In 2022 I was diagnosed with ‘High-Risk Prostate Cancer’ at the age of 55 years. Radiation treatments at the Cross Cancer Institute were prescribed as the best alternative for my situation. Again, as before, the hospital staff at the Cross Institute have been amazing. During my treatments, my normal body ‘functions’ began to change, becoming very frustrating for me. My radiation technologists were incredibly encouraging and patient.
There were a couple of times when my body was not ‘ready’ for the daily radiation treatment. The technicians stayed passed their shift in order to complete my radiation session, all the while giving me much assurance and support. All of the staff members (including my oncologist, Dr. Danielson) have been incredibly professional, patient, understanding, and genuinely caring. My radiation treatments went very well, and I will complete my hormone therapy in June of 2023. My initial follow-up test results have been very positive.
The two main support mechanisms that I have been blessed to have with my cancer journey over the last 53 years have been my family (both as a child and as an adult) and the amazing hospital staff members. As a child, my parents and brothers tried their best to keep my young world as ‘normal’ as possible.
The staff and volunteers of the Cross Cancer Institute and University Hospital helped to raise me and provided a safe and caring environment during a potentially very lonely (and scary) time.

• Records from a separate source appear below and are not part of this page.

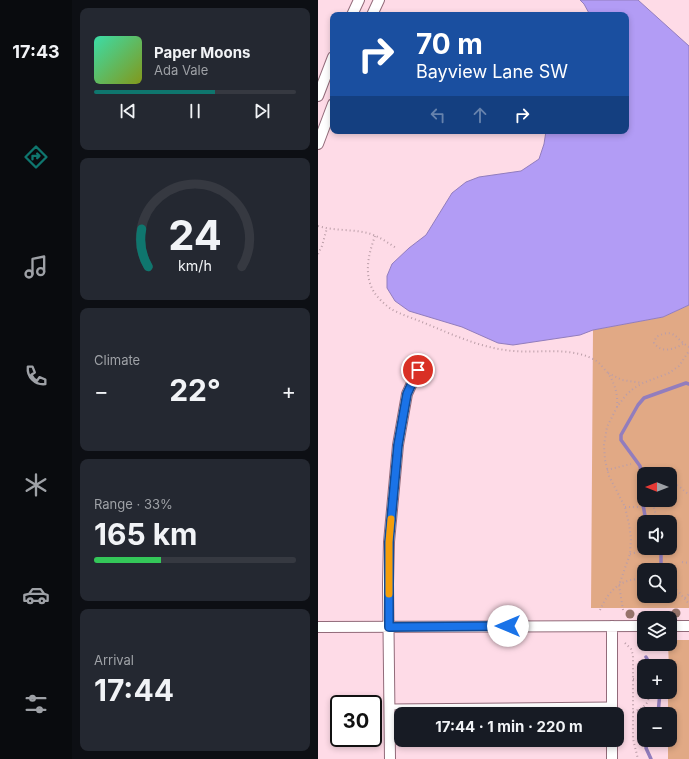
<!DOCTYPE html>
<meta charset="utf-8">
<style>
body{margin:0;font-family:Inter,sans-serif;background:#242831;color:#f1f3f6;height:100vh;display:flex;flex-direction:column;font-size:15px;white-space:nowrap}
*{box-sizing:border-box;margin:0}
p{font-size:13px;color:#9ea1a6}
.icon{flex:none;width:22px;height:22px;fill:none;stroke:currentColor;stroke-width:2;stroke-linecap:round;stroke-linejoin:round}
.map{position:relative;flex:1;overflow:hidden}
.drawer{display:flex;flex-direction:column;gap:8px;padding:8px;background:#0d0f14;width:246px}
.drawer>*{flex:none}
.guide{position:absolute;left:12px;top:12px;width:299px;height:122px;border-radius:8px;box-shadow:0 2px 6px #0003;background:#1a4fa0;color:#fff;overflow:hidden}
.needle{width:26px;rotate:270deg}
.buttons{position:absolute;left:319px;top:467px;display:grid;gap:8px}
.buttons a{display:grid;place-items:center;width:40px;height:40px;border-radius:8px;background:#171b24;box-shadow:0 2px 6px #0003;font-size:20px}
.speed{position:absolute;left:12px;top:695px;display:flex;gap:8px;font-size:20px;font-weight:700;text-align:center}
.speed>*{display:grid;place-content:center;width:52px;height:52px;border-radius:50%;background:#171b24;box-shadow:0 2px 6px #0003;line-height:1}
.speed .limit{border:2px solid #111;border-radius:6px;background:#fff;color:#111}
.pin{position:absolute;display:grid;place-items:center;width:34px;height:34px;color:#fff;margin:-17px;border:2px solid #fff;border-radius:50%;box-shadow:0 1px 4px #0007}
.me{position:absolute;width:44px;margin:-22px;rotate:270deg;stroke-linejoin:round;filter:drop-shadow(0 0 3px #0008)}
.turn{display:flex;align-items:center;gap:14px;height:84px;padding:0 20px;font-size:18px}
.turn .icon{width:52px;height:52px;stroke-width:2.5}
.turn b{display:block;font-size:28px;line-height:34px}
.lanes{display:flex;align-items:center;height:38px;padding:0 20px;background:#0003;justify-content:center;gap:20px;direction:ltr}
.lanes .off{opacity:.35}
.big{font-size:30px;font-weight:700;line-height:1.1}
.drawer .card{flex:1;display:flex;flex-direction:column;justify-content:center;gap:6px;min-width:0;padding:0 14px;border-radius:8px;background:#242831}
.drawer .dial{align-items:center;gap:0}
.dial svg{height:104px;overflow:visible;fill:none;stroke:#363941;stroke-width:7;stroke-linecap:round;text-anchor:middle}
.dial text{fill:#f1f3f6;stroke:none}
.song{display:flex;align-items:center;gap:12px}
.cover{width:48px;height:48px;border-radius:6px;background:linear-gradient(135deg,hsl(160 70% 55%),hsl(70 70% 35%))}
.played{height:4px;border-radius:2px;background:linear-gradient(90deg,#0f766e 60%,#363941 60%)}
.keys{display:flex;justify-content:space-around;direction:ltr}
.heat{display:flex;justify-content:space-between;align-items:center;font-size:22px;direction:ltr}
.charge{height:6px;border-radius:3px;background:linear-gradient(90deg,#34c759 33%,#363941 0)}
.trip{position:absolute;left:76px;top:707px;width:230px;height:40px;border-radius:8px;background:#171b24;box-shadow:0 2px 6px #0003;font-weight:700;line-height:40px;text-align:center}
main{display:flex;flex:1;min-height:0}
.tabs{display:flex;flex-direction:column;width:72px;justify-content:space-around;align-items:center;background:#090b0e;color:#9ea1a6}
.tabs .icon{width:28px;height:28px}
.tabs .on{color:#0f766e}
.tabs b{font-size:18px;color:#f1f3f6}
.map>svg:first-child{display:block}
.green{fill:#e1a985;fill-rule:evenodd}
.water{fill:#b29cf5;stroke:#927dbd}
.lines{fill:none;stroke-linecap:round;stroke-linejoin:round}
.stream{stroke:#927dbd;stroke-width:3.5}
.service-casing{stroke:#926b7a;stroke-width:7}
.minor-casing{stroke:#926b7a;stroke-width:12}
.path{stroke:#bb9ea8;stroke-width:2;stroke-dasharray:1 3;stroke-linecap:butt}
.service{stroke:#fff;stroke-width:5}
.minor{stroke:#fff;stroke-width:10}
.tree{fill:#96746b}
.route-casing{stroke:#114b97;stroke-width:10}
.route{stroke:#1a73e8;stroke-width:7}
.slow{stroke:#f59e0b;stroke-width:7}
</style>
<main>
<nav class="tabs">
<b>17:43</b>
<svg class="icon on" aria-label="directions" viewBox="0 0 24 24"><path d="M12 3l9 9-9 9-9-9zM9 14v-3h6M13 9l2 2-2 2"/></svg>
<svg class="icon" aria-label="music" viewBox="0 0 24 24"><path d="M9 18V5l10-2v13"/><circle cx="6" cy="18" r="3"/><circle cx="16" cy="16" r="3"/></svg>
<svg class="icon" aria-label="phone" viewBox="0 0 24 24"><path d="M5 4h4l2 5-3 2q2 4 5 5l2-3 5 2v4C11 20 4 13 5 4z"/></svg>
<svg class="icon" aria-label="climate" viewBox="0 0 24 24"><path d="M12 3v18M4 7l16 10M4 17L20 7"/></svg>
<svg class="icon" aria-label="car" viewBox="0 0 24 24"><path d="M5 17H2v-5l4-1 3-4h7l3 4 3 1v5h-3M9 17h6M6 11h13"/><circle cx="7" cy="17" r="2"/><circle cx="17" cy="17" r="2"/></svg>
<svg class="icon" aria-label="filters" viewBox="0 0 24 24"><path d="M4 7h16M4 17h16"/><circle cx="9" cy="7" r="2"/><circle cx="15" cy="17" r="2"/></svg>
</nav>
<section class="drawer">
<div class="card">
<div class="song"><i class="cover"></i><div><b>Paper Moons</b><p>Ada Vale</p></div></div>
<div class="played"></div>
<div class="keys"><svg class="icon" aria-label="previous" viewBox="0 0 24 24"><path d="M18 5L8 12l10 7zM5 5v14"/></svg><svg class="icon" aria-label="pause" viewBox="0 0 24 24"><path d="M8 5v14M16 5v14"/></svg><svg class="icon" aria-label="next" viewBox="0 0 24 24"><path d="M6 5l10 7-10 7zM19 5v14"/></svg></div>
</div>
<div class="card dial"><svg viewBox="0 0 100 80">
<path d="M14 69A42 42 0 1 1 86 69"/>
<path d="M14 69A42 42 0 0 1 9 40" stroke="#0f766e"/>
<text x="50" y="56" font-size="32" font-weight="700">24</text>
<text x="50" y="72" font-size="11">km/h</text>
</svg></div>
<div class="card"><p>Climate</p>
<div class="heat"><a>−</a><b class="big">22°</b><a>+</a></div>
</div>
<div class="card"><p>Range · 33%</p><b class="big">165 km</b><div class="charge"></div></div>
<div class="card"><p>Arrival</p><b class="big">17:44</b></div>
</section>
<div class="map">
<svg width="371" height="759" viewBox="0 0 371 759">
<rect width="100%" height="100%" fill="#fedbe7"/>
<!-- green -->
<path class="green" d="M371,305V608H273L275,330L345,317ZM326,474H352V500H326ZM326,522H352V548H326ZM326,570H352V596H326Z
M352,640H371V759H350V740H352V714H350V692H352L350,644H352Z"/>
<!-- water -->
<path class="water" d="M262,0H320L371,46V305L345,317L275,330L262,335L195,345L180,343L144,327L91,311L77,301L69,288V276L74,264L91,248L108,235L134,193L148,182L161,177L203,171L221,159L226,144L228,131H308V15H272L266,4Z"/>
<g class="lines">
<!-- stream -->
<path class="stream" d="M328,522L325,504V483L322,466L303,440V435L320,405L326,398L368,383L371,384
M342,548L343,550V570
M328,657L333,666
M340,714L342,692
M330,740L328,748L333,759"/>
<defs>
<path id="service" d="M71,707L294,705"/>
<path id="minor" d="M34,15L41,0
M54,15L61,0
M0,96L15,57
M0,144L15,104
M352,626H371
M0,627L326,626
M294,714V626
M72,759L70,584L71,542L80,445L89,394L100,370
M294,759V740"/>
</defs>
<!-- service casing -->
<use href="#service" class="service-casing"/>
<!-- minor casing -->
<use href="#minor" class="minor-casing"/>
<!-- path -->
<path class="path" d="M0,226C16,231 33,229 50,233C60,236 69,242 78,248
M57,236C51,253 45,274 56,292C60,298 66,304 73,309C82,314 94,318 104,322C131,333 158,346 187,350C217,355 250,345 277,360C282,363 286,369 290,373
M0,254L4,246L9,228
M365,344C356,349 344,354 336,343L338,337C357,327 357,339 371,347
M299,407C300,394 297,384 290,373L304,380L324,383
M289,470L313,464
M357,477V483
M352,481L362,487L371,495
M336,500L335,505L340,522
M307,507H328L335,505
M312,554L331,549
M364,562L371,563
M352,585L360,591L371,604
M367,598L371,594
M282,610C291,590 303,578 326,579
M305,610L301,585L312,554L313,538L311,524L307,507L291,476L287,460L286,445L289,427L299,407L308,395L316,388L325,383L351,373L361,366L371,351
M307,643L313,649L315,655V739L320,759
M315,679L321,680L326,684
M315,712C325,708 332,704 331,692"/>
<!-- service -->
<use href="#service" class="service"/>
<!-- minor -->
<use href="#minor" class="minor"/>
</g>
<!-- trees -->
<g class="tree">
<circle cx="358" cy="613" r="4.5"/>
<circle cx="312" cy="614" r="4.5"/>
</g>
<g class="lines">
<defs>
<path id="route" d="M100,370L89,394L80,445L71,542V627L190,626"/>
</defs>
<!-- route casing -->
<use href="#route" class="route-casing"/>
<!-- route -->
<use href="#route" class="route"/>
<!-- slow -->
<path class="slow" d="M71,594V542L73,519"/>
</g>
</svg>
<div class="buttons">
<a><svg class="needle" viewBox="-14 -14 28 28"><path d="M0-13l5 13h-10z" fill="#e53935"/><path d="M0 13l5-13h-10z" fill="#9ea1a6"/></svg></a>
<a><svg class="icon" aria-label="sound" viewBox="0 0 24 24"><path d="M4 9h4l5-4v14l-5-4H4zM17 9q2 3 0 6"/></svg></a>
<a><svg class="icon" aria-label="search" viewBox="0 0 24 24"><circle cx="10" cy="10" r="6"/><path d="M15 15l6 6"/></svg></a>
<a><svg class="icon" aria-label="layers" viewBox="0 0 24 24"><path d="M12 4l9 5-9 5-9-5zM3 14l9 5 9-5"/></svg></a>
<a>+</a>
<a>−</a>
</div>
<div class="speed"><div class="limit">30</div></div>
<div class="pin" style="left:100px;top:370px;background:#d93025"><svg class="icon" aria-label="arrive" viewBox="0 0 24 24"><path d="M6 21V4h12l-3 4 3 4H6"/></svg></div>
<svg class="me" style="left:190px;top:626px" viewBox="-20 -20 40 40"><circle r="19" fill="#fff"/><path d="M0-13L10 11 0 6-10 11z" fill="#1a73e8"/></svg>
<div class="trip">17:44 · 1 min · 220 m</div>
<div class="guide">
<div class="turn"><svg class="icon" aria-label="right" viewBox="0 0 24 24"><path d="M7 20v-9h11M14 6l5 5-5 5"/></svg><div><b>70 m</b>Bayview Lane SW</div></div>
<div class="lanes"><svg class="icon off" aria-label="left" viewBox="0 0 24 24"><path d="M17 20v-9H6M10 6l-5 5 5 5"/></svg><svg class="icon off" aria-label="ahead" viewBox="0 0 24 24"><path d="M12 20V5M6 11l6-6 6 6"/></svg><svg class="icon" aria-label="right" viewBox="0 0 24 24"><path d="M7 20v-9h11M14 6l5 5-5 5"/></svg></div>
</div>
</div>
</main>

As an adult, my wife and children have given me purpose and motivation, while the amazing hospital staff have given me much encouragement, patience, and support.
I would very much like to thank the staff and volunteers of the Cross Cancer Institute and University Hospital for being an incredibly important part of my life’s journey and for everything they have done for me over the last 53 years. Their expertise, professionalism, care and concern are truly inspiring, and we are very blessed to have them.